## Problem requirements
The expected output is a copy of every line in the records with the string "Miller".

Task input START

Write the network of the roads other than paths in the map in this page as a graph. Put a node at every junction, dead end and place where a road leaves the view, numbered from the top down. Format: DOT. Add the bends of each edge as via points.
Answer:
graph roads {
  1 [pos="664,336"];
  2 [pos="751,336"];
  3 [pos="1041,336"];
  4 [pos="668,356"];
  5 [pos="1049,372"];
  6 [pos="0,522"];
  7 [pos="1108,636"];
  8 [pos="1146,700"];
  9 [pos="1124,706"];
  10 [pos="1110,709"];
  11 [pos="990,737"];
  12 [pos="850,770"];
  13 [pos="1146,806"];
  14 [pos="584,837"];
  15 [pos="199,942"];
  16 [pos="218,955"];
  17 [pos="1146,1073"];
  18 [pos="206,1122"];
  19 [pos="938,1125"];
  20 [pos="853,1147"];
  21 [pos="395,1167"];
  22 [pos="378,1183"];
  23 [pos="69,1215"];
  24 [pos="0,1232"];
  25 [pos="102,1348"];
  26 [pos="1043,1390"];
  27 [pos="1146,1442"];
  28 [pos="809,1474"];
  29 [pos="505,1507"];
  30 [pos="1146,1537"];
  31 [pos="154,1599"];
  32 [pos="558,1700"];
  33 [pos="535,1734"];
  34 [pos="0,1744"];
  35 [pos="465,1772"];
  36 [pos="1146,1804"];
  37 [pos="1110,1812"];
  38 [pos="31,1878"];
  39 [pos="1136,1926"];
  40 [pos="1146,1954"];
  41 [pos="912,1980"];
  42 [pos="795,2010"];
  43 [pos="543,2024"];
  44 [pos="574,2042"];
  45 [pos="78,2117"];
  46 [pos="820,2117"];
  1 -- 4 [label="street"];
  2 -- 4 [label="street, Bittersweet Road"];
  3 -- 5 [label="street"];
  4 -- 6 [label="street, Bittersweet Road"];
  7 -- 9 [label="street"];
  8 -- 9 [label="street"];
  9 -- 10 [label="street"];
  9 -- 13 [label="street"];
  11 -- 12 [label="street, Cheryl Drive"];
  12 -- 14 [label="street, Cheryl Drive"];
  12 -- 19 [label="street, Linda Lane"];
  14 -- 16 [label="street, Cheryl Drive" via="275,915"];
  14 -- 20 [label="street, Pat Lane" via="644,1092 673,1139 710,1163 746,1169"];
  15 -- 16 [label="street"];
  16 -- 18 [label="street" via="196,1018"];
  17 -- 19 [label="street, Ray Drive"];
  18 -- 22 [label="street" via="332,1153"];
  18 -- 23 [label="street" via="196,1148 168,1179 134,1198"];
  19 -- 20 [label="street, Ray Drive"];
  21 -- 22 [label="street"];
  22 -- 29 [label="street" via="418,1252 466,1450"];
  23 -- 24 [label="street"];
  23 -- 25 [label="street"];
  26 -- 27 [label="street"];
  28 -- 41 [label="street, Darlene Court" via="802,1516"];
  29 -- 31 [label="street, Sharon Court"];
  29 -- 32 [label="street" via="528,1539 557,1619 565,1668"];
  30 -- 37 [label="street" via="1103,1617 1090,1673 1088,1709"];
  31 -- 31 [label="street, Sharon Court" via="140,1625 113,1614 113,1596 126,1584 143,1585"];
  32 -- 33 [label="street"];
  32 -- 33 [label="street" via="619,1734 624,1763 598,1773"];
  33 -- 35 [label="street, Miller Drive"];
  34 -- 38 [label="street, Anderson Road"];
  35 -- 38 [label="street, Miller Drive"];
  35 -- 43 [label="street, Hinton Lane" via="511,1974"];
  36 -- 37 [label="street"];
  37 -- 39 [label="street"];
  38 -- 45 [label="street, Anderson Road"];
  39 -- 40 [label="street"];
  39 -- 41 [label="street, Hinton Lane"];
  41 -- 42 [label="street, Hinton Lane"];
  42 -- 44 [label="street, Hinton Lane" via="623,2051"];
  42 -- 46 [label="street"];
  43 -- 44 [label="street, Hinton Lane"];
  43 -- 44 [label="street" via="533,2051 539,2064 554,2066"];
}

Task input END
Task input START

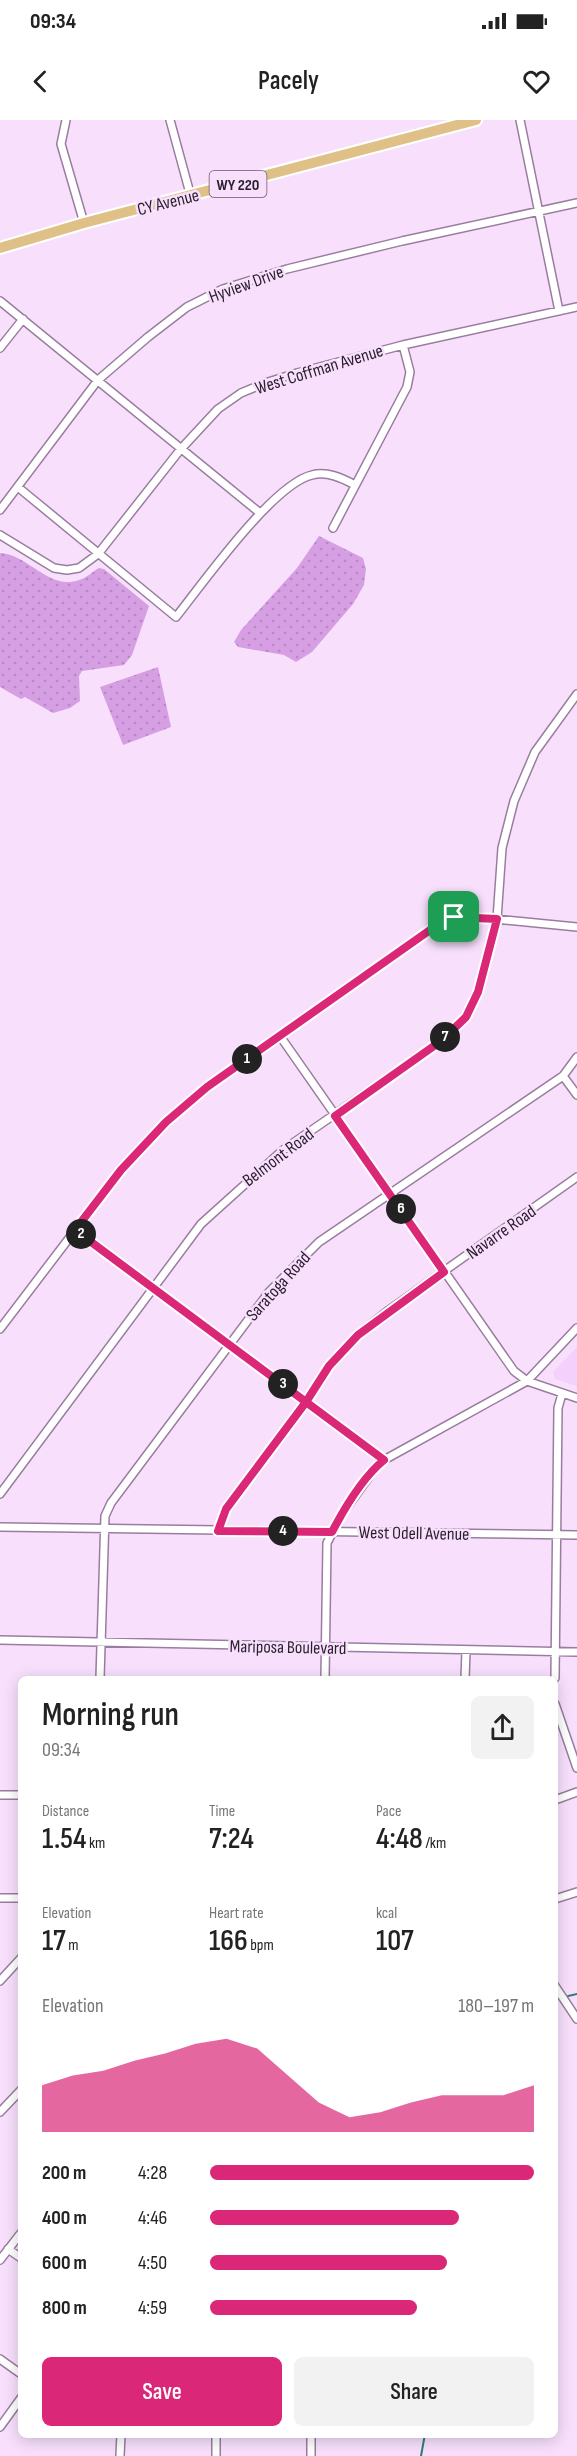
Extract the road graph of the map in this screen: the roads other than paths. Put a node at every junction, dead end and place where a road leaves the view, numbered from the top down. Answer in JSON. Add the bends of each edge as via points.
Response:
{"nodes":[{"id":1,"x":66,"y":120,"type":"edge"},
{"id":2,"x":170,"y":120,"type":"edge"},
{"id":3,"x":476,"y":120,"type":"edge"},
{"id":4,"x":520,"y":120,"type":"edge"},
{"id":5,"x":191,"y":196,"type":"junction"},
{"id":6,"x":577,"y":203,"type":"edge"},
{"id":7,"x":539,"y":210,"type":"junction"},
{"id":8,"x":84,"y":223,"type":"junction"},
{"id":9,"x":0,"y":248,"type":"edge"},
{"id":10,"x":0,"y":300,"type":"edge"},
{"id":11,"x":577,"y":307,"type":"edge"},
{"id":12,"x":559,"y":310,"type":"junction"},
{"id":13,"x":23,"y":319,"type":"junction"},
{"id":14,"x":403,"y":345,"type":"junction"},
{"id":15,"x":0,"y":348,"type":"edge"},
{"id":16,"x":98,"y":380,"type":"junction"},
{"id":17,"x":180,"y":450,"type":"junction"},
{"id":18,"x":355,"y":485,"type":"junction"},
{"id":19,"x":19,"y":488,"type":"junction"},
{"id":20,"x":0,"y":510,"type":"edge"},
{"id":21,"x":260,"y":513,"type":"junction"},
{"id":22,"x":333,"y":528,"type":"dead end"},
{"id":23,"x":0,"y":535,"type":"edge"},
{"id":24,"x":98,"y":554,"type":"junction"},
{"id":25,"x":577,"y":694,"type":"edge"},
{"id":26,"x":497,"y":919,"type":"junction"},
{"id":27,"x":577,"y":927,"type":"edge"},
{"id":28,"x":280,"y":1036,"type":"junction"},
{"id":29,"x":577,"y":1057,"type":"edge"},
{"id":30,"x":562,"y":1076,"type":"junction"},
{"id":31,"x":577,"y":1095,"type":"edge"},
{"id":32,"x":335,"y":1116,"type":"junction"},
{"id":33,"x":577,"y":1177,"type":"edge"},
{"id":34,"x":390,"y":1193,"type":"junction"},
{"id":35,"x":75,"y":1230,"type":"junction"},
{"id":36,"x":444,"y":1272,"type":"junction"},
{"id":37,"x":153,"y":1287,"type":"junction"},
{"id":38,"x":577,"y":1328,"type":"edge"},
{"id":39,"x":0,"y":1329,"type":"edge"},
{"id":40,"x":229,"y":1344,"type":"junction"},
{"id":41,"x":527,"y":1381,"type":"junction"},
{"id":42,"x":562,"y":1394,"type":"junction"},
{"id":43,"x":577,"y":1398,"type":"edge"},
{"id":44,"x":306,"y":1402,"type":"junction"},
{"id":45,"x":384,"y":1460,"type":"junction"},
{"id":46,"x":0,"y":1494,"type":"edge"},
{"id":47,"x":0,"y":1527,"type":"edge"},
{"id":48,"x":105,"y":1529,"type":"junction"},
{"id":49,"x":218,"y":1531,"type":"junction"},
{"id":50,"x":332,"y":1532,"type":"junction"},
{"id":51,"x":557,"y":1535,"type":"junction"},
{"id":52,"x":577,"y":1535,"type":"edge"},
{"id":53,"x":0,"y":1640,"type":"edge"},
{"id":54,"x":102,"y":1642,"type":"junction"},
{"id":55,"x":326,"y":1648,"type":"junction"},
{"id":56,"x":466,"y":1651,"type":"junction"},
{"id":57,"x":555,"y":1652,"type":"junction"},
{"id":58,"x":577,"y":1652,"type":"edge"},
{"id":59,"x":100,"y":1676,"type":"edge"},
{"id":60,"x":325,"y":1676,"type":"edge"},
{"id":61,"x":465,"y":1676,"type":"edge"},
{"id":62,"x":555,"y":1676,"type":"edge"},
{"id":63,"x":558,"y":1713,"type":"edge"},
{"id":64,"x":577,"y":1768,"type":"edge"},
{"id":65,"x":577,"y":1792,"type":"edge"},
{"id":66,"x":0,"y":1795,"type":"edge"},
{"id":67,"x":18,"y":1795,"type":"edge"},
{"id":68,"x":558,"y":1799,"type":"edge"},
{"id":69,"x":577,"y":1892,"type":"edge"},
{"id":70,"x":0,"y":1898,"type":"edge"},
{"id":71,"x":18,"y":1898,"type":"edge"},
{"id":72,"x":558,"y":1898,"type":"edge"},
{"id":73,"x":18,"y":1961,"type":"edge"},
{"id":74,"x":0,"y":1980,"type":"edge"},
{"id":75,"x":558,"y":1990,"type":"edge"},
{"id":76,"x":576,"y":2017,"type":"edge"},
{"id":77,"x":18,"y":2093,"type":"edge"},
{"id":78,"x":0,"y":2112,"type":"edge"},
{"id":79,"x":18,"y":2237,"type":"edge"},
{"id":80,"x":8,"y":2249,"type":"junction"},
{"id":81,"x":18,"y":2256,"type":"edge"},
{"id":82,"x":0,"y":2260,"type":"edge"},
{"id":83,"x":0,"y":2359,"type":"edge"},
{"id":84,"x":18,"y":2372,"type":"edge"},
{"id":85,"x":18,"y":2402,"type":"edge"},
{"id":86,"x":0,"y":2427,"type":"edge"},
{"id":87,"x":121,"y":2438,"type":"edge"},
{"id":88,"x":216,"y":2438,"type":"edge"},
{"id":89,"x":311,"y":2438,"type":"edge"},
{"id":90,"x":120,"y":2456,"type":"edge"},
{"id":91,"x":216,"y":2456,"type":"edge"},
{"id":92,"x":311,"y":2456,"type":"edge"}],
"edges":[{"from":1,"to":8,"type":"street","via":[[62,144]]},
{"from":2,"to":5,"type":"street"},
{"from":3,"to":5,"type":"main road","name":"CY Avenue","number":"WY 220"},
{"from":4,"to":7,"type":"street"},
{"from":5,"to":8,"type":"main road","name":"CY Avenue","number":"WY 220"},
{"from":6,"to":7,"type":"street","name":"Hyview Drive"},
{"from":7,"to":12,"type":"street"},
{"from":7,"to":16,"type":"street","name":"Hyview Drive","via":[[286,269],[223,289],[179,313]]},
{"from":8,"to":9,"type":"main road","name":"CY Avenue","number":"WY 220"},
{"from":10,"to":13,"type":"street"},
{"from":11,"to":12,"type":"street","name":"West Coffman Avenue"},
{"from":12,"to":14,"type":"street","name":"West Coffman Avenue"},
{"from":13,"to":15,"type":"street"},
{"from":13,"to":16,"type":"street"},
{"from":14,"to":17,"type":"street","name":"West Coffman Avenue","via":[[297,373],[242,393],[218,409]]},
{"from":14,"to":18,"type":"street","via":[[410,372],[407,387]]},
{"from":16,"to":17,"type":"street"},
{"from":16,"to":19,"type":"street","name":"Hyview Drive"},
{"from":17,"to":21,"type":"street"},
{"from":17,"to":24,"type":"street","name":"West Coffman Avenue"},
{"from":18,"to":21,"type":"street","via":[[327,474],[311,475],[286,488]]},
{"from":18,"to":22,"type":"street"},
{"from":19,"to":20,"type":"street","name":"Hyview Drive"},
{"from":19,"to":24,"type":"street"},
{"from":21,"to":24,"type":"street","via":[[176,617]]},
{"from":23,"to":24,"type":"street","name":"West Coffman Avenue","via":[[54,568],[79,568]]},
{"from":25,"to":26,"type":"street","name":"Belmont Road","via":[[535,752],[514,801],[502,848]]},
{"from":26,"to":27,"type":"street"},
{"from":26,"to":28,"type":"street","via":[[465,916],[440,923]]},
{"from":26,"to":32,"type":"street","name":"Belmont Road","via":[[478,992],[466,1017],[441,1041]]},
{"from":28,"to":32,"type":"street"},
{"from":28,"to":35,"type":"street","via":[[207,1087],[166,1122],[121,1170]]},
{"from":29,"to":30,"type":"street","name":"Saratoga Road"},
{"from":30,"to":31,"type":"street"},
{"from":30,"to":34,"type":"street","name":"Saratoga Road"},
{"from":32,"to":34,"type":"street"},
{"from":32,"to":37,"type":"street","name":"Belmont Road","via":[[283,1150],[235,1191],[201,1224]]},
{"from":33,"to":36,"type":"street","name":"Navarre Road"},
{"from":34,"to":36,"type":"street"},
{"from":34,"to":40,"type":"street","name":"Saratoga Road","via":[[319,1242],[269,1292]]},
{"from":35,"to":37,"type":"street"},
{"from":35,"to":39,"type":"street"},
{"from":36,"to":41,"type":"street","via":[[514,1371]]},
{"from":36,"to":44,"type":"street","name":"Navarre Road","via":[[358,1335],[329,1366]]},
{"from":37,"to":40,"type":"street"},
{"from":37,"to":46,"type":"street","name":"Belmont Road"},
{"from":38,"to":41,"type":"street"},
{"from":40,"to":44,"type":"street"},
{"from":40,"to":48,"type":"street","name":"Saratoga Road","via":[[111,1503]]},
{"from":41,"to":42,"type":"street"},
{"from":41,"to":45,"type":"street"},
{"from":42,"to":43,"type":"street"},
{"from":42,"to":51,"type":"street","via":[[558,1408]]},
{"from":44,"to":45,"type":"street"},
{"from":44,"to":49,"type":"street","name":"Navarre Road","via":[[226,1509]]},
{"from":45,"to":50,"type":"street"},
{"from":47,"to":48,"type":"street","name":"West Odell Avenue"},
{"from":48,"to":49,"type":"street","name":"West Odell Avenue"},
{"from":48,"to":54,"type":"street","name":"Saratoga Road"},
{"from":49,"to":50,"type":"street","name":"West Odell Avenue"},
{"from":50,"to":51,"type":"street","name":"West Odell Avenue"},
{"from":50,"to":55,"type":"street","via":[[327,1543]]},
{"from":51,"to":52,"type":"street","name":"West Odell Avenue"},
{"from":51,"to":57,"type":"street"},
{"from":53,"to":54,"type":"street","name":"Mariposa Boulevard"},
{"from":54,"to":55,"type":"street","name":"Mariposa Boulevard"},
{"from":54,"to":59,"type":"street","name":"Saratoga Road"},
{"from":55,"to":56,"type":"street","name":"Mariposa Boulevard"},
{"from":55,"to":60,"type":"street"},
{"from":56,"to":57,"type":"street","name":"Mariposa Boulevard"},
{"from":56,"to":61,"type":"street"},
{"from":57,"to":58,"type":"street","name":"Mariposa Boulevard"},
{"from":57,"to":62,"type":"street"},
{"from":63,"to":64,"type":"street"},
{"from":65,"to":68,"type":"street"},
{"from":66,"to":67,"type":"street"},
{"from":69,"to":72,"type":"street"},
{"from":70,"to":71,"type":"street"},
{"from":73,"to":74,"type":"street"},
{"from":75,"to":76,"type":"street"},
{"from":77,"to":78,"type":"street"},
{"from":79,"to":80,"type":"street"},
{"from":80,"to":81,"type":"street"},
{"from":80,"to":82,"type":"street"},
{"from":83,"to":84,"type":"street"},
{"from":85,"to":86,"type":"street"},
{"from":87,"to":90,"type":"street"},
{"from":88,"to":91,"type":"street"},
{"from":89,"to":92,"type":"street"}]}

Task input END
Task input START

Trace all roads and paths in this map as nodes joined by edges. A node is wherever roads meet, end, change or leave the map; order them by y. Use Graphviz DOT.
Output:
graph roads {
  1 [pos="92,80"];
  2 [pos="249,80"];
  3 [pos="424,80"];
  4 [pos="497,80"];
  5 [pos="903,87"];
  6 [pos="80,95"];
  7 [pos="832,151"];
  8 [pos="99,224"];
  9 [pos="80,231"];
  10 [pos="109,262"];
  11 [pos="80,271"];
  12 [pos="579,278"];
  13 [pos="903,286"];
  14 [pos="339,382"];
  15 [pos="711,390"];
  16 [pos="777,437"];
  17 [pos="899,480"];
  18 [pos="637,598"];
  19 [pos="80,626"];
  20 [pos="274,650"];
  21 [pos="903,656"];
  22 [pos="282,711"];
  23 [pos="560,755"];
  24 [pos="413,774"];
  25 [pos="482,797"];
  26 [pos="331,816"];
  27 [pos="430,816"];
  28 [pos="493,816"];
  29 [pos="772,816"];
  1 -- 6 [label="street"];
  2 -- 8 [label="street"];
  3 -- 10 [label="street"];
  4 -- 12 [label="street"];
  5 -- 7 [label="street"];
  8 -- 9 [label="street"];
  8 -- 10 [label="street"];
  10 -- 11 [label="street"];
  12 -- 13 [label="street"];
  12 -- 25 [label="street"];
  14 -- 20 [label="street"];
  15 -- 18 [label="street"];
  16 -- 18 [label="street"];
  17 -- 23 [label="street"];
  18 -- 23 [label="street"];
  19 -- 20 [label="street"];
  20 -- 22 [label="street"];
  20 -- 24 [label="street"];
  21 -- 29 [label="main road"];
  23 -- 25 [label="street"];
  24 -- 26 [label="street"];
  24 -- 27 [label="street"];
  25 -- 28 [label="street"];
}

Task input END

## Answer box
  33 -- 35 [label="street, Miller Drive"];
  35 -- 38 [label="street, Miller Drive"];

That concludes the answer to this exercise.